イギリスだけに限らず、現在のギリシャ等のモラルの無さにはびっくりです。思慮無く、借りた金で大盤振る舞いした挙句、自分達でそのつけを払おうとしない、こういった国の借金の肩代わりをさせられるとしたら、ドイツの納税者は本当に気の毒です。ちなみに、ギリシャは、ヨーロッパ諸国の中で、フィリピン等東南アジアからの家政婦を自宅で使っている割合が一番高い国なのだそうです。あれー、お金無いんじゃなかったのー?退廃と怠慢・・・ですね。
中世やヴィクトリア時代初期の様な、債務者監獄を再オーブンしろとは言いませんが、「何とかなる」と無い金で贅沢せず、借りたものは極力返す努力をする、モラルを持った社会を取り戻して欲しいものです。ただし、極貧に生まれてしまった子供、個人の努力を超えた、不幸災難に見舞われた人間が生きていける安全ネットを備えておく事は国として必要でしょうが。以前、あまりに酷く、理不尽だった事を、改革改善する過程で、個人の自由尊厳を重視しすぎ、義務責任を全く無視するような仕組みを作ってしまうというのは、この国の過去の歴史を見ていて、大変多い気がします。両者のバランスが取れる、調度いい仕組みを持った社会を作るのが望ましいのでしょうが。
こんにちは
返信削除借金の返済がどれほど人を苦しめるかは、その人によって受け取り方が違うのでしょうか?何か頂いても、お返しの事を考えてストレスに感じる私など、借金ができる器ではないようです。もっと大様に構えたいものです?
お金にまつわる人の生き様には本当に様々で、まさに面白い?なのかもしれません。
個人経営の債務監獄というのを初めて知りました。でも生活保護受給者が急増している日本で、彼らをめあてに民間経営による牢獄に近い施設などが生まれつつあるようで、おそろしい事です。

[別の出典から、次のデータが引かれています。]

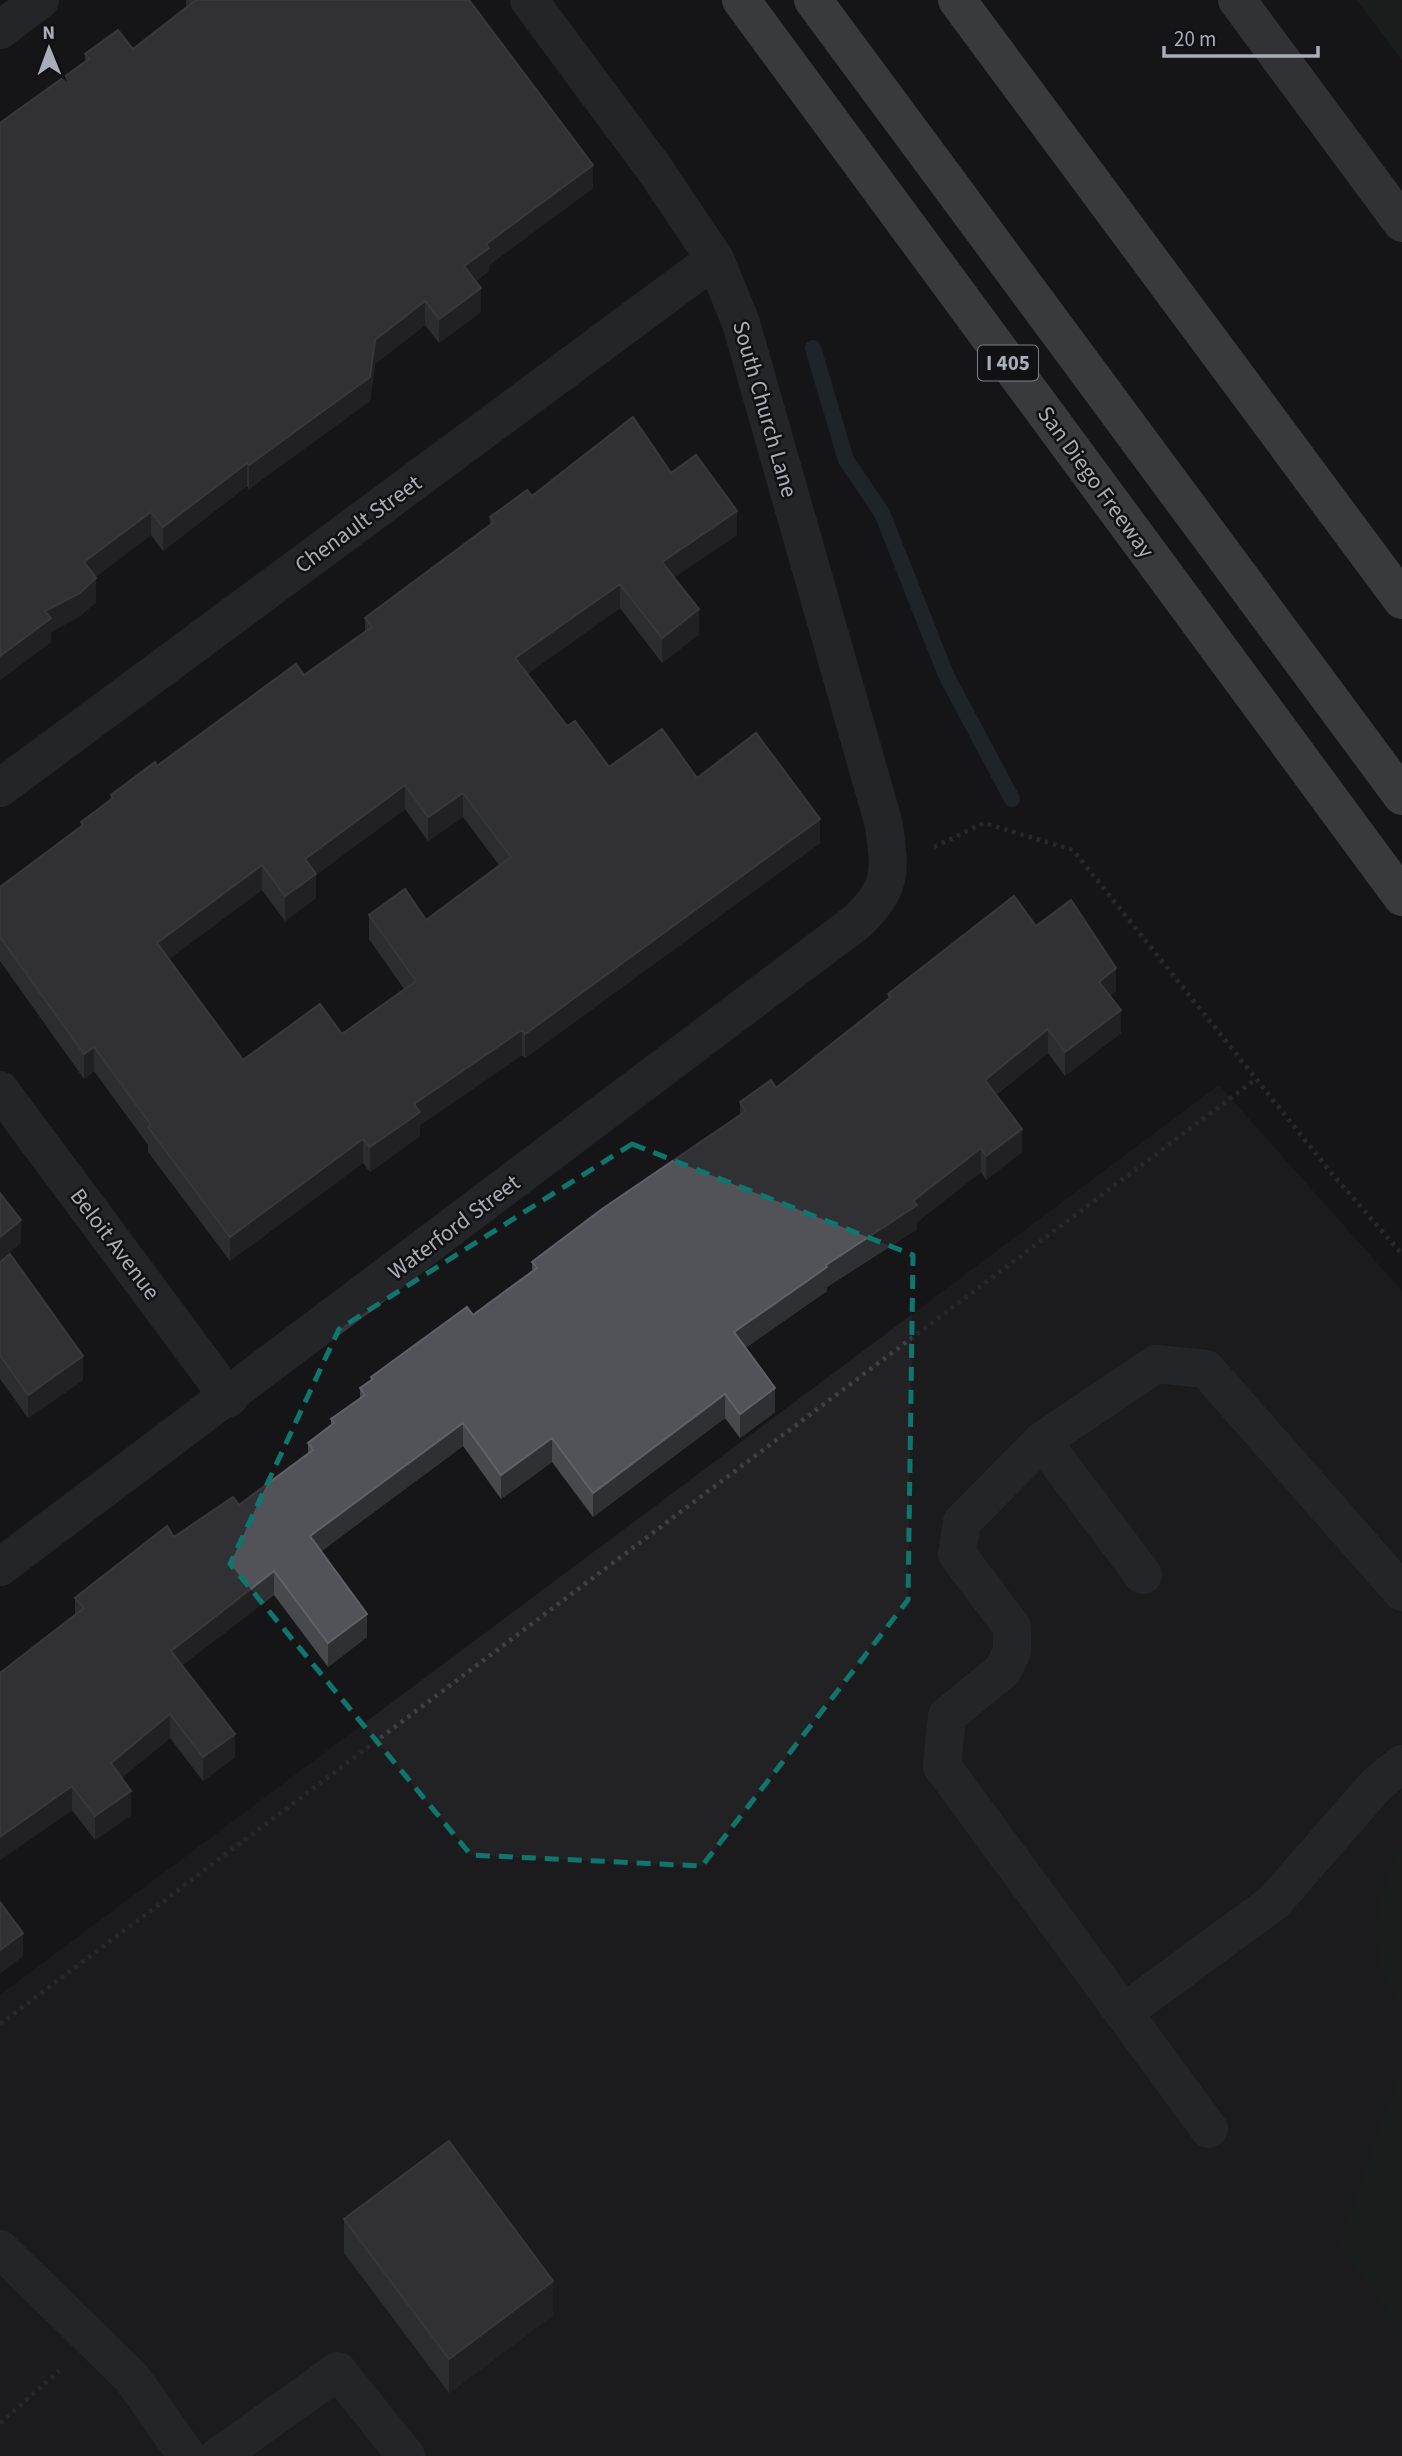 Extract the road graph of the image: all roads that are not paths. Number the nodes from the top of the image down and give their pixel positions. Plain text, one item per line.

仕方がなく借金というより、借金があるのに、更にホリデーへ行くため、新しい家具や流行のファッションを買うための借金をする、という人、この国かなりいる感じです。お金がないので、多少のきりつめをする、という感覚が、日本に比べ希薄。以前の職場の日本人駐在員の同僚は全員、クレジットカードの返済は、30日間の無利息期間に済ませていました(私もそうですが)。こちらは、ずるずると、払えるのに払いきらないという傾向があります。お国柄ですかね、これも。